6 . Plaintiff’s Renewed Cross-Motion for Summary Judgment and Opposition to Defendant's Renewed Motion for Summary Judgment and Response to Defendant's Protective Motion for an Enlargement of Time to File an Answer to the Second Amended Complaint ("PL’s Renewed Mot.”) filed on February 23, 2004, adopts Plaintiff’s Cross-Motion for Summary Judgment and Opposition to Defendant’s Motion for Summary Judgment filed on July 8, 2002. Pl.’s Renewed Mot. at 1.

7 . Dr. Podell provides two examples of efforts he made to commercially develop his model. Affidavit of Michael Podell, MSc, DVM dated April 2, 2002 ("Podell Aff.”) at ¶¶ 8(a)-8(b). However, in both situations, Dr. Podell acknowledges that the pursuits did not result in the commercial development of his research. Id. In fact, one prospective venture was funded by a government grant, but the funded research was never conducted because the company he was going to perform the research with merged with a larger entity which nullified the grant. Id. ¶ 8(a). The other endeavor involved a pilot study that Dr. Podell performed with another university professor. However, a grant was not submitted due to a change in focus in the laboratory [of the other professor]. Id. ¶ 8(b).

8 . Notably, the defendant contends that only the "grantee OSU Research Foundation owns the research and '[r]ights to inventions vest with the grantee organization.’ ” Plaintiffs Reply to Defendant's Opposition to Plaintiff's Cross-Motion for Summary Judgment ("Pl.'s Reply”) at 7 (citing Defendant's Reply in Support of its Motion for Summary Judgment and Opposition to Plaintiff's Cross-Motion for Summary Judgement ("Def.’s Reply”) at 5). Curiously, this argument is contrary to the defendant’s position that Dr. Podell has a proprietary or commercial interest in the redacted information.

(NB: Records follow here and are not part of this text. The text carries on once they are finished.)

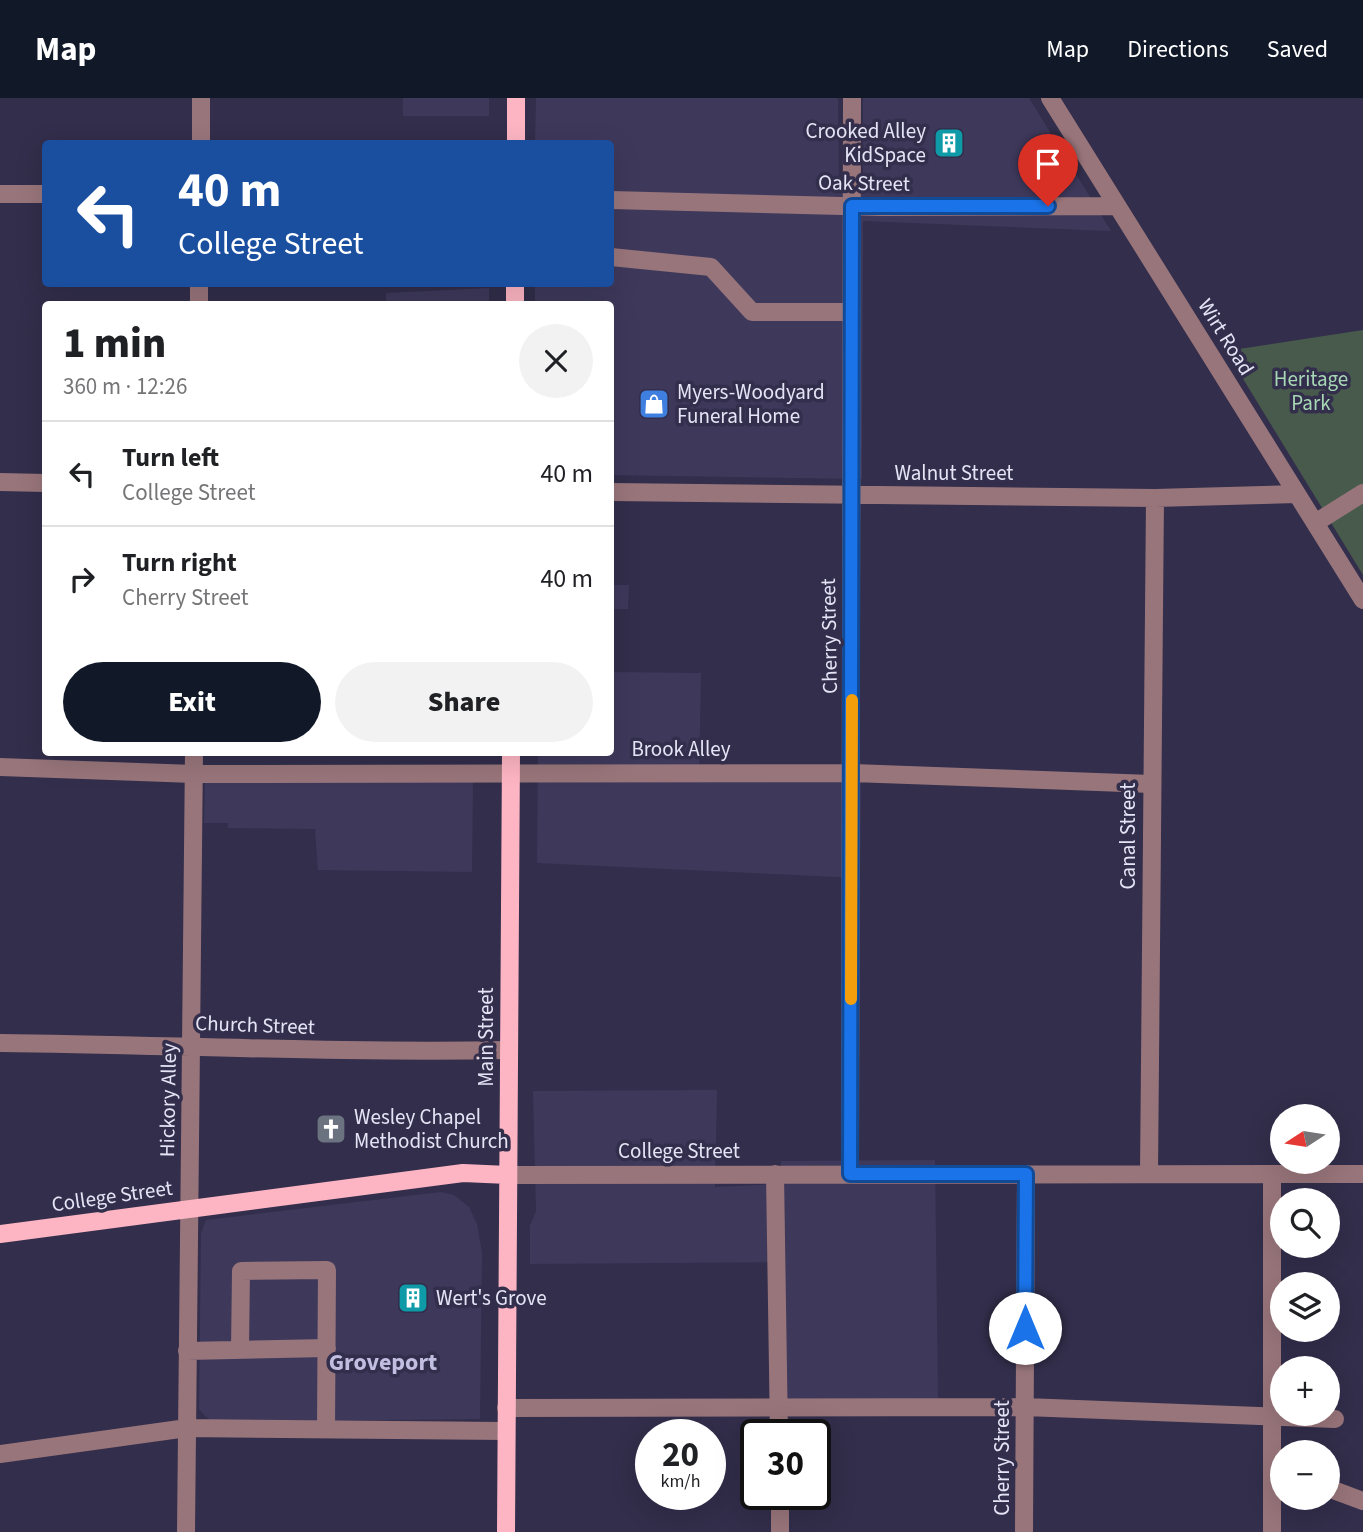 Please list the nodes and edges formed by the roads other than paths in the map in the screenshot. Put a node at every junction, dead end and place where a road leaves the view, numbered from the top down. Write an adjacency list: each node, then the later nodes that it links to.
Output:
1 (201, 98): 5 (street)
2 (516, 98): 6 (main road)
3 (852, 98): 10 (street, Cherry Street)
4 (1050, 98): 11 (street, Wirt Road)
5 (201, 140)
6 (516, 140)
7 (0, 194): 8 (street)
8 (42, 194)
9 (614, 200): 10 (street, Oak Street)
10 (852, 206): 11 (street, Oak Street); 13 (street, Cherry Street)
11 (1117, 206): 18 (street, Wirt Road)
12 (614, 257): 13 (street)
13 (852, 312): 19 (street, Cherry Street)
14 (0, 482): 15 (street)
15 (42, 483)
16 (614, 492): 19 (street, Walnut Street)
17 (1363, 493): 21 (street)
18 (1297, 494): 20 (street, Walnut Street); 21 (street, Wirt Road)
19 (850, 495): 20 (street, Walnut Street); 27 (street, Cherry Street)
20 (1155, 498): 29 (street, Canal Street)
21 (1315, 523): 22 (street, Wirt Road)
22 (1363, 600)
23 (194, 756): 28 (street, Hickory Alley)
24 (511, 756): 26 (main road, Main Street)
25 (0, 766): 28 (street, Brook Alley)
26 (511, 772): 27 (street, Brook Alley); 28 (street, Brook Alley); 32 (main road, Main Street)
27 (853, 773): 29 (street, Brook Alley); 34 (street, Cherry Street)
28 (194, 774): 31 (street, Hickory Alley)
29 (1152, 784): 36 (street, Canal Street)
30 (0, 1043): 31 (street, Church Street)
31 (191, 1046): 32 (street, Church Street); 42 (street, Hickory Alley)
32 (509, 1050): 41 (main road, Main Street)
33 (775, 1174): 34 (street, College Street); 41 (street, College Street); 50 (street)
34 (850, 1174): 35 (street, College Street)
35 (1026, 1174): 36 (street, College Street); 49 (street, Cherry Street)
36 (1150, 1174): 37 (street, College Street)
37 (1270, 1174)
38 (1272, 1174): 47 (street)
39 (1340, 1174): 40 (street, College Street)
40 (1363, 1174)
41 (508, 1175): 42 (main road, College Street); 48 (main road, Main Street)
42 (190, 1208): 43 (main road, College Street); 46 (street, Hickory Alley)
43 (0, 1234)
44 (327, 1348): 45 (street); 45 (street); 54 (street)
45 (240, 1350): 46 (street)
46 (187, 1351): 53 (street, Hickory Alley)
47 (1273, 1356)
48 (506, 1408): 50 (street); 55 (main road, Main Street)
49 (1025, 1408): 50 (street); 51 (street); 64 (street, Cherry Street)
50 (779, 1410): 52 (street)
51 (1270, 1417)
52 (779, 1419)
53 (187, 1427): 54 (street); 56 (street); 61 (street, Hickory Alley)
54 (326, 1429): 55 (street)
55 (506, 1431): 62 (main road, Main Street)
56 (0, 1454)
57 (1340, 1492): 58 (street)
58 (1363, 1501)
59 (780, 1510): 63 (street)
60 (1275, 1510): 65 (street)
61 (186, 1532)
62 (506, 1532)
63 (780, 1532)
64 (1024, 1532)
65 (1272, 1532) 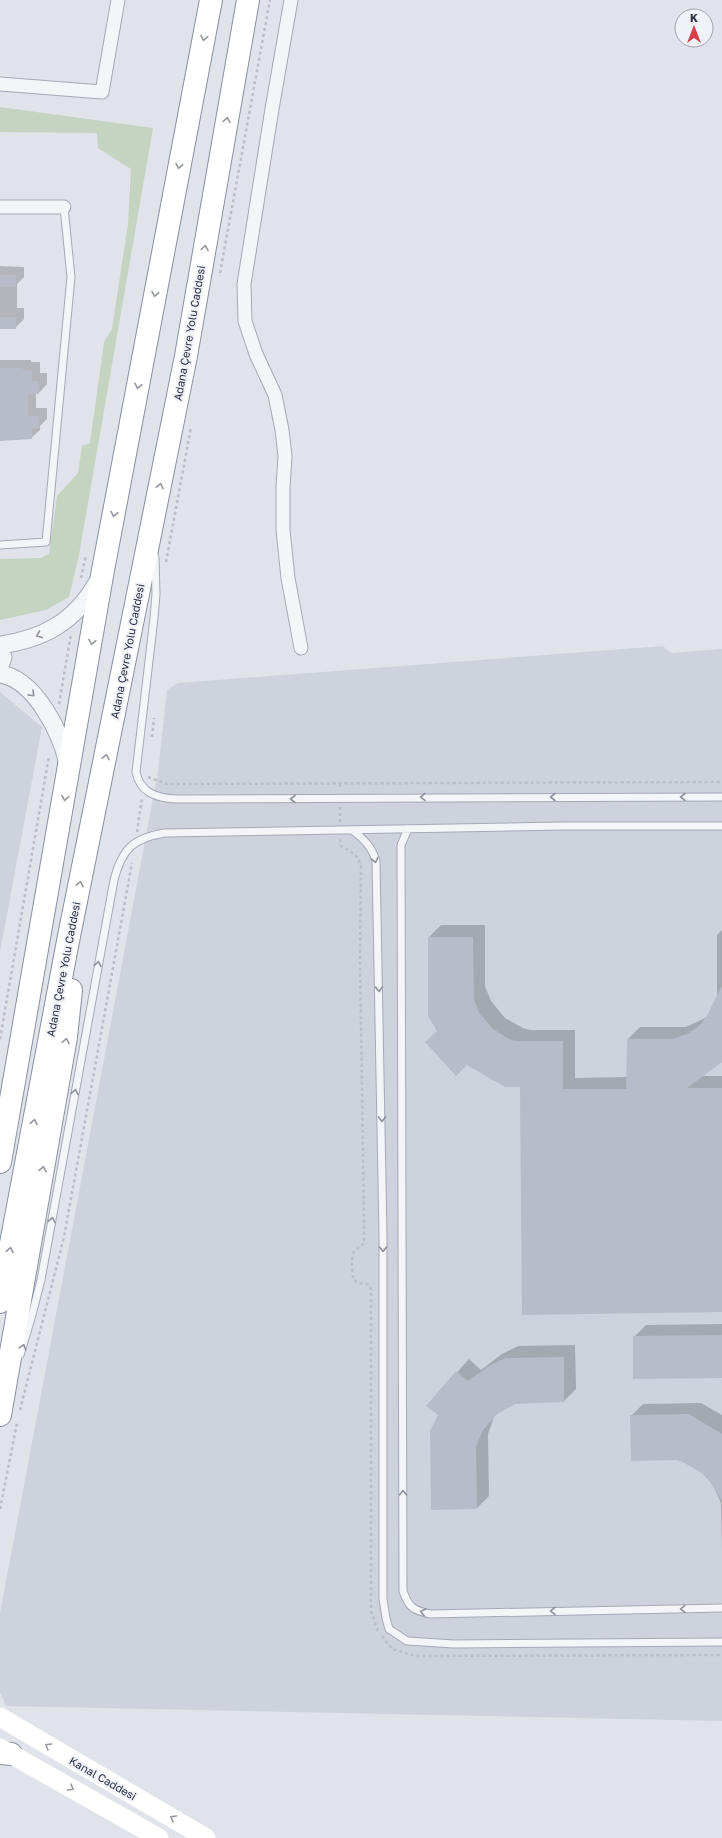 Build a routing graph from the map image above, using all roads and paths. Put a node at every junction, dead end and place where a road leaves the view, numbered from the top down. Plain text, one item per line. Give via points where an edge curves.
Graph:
1 (118, 0) edge
2 (211, 0) edge
3 (248, 0) edge
4 (291, 0) edge
5 (0, 84) edge
6 (0, 207) edge
7 (64, 207) joint
8 (152, 524) junction
9 (0, 545) edge
10 (103, 570) junction
11 (0, 645) edge
12 (301, 648) dead end
13 (0, 651) edge
14 (0, 666) edge
15 (0, 674) edge
16 (69, 771) junction
17 (146, 776) dead end
18 (722, 782) edge
19 (340, 784) junction
20 (722, 797) edge
21 (341, 798) junction
22 (722, 826) edge
23 (408, 828) junction
24 (339, 829) junction
25 (352, 830) junction
26 (68, 941) junction
27 (36, 962) junction
28 (0, 1087) edge
29 (0, 1162) edge
30 (0, 1302) edge
31 (0, 1412) edge
32 (722, 1608) edge
33 (722, 1642) edge
34 (722, 1655) edge
35 (0, 1717) edge
36 (4, 1752) edge
37 (159, 1838) edge
38 (206, 1838) edge

1 - 5 street via 102,92
2 -> 10 highway
8 -> 3 highway, Adana Çevre Yolu Caddesi via 186,356
4 - 12 street via 244,284 245,321 256,354 275,395 282,430 285,456 283,530 288,578
6 - 7 street
7 - 9 lane via 71,277 46,542
21 -> 8 lane via 176,799 153,794 142,786 138,780 137,765 156,594
26 -> 8 highway, Adana Çevre Yolu Caddesi
10 -> 11 street via 88,598 74,614 32,638
10 -> 16 highway
13 - 14 street
15 -> 16 street via 7,675 26,688 49,714 64,749
16 -> 27 highway
17 - 19 path via 167,784
18 - 19 path
19 - 21 path
20 -> 21 lane
21 - 24 path
22 - 23 lane
23 - 25 lane
32 -> 23 lane via 430,1614 412,1609 406,1601 403,1590 401,845
24 - 25 lane
31 -> 24 lane via 18,1363 41,1280 114,880 122,857 138,840 165,833
24 - 34 path via 341,846 355,854 361,868 364,1242 354,1252 352,1270 353,1279 358,1283 367,1284 371,1289 371,1611 375,1626 392,1649 416,1656
25 -> 33 lane via 363,838 376,861 383,1235 383,1599 389,1629 407,1641 454,1644
30 -> 26 highway, Adana Çevre Yolu Caddesi
31 -> 26 highway via 70,1013 71,969
27 - 28 highway via 14,1029
27 - 29 highway
38 -> 35 main road, Kanal Caddesi
36 -> 37 main road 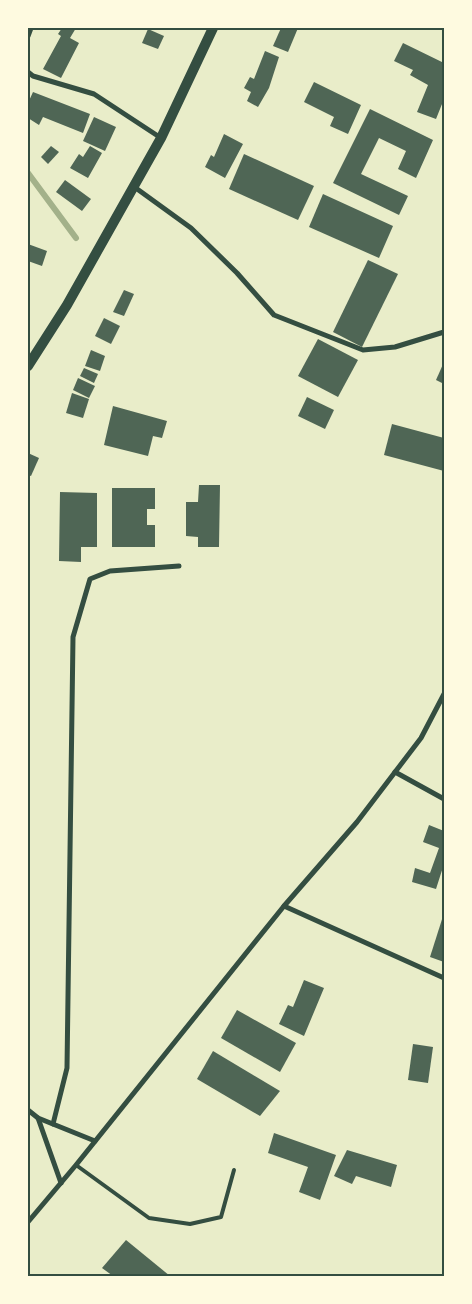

9 . The defendant does not allege that releasing the information would impair its ability to obtain necessary information in the future. Thus, the only issue remaining is whether disclosure would cause substantial harm to the competitive position of the person from whom the information was obtained. Pub. Citizen I, 704 F.2d at 1290-1291.

10 . Merrill explicitly recognized the need to avoid early disclosure of information that might prejudice the government’s bargaining position in business transactions stating that “a Government agency cannot always operate effectively if it is required to disclose documents or information which it has received or generated before it completes the process of awarding a contract or issuing an order, decision or regulation.” 443 U.S. at 359, 99 S.Ct. 2800 (emphasis added). Here, the information at issue was requested after the grant application was submitted and Dr. Podell was awarded the grant. Thus, the Court fails to see how Merrill supports the defendant's position.

11 . An Order consistent with this Memorandum Opinion will be issued contemporaneously herewith.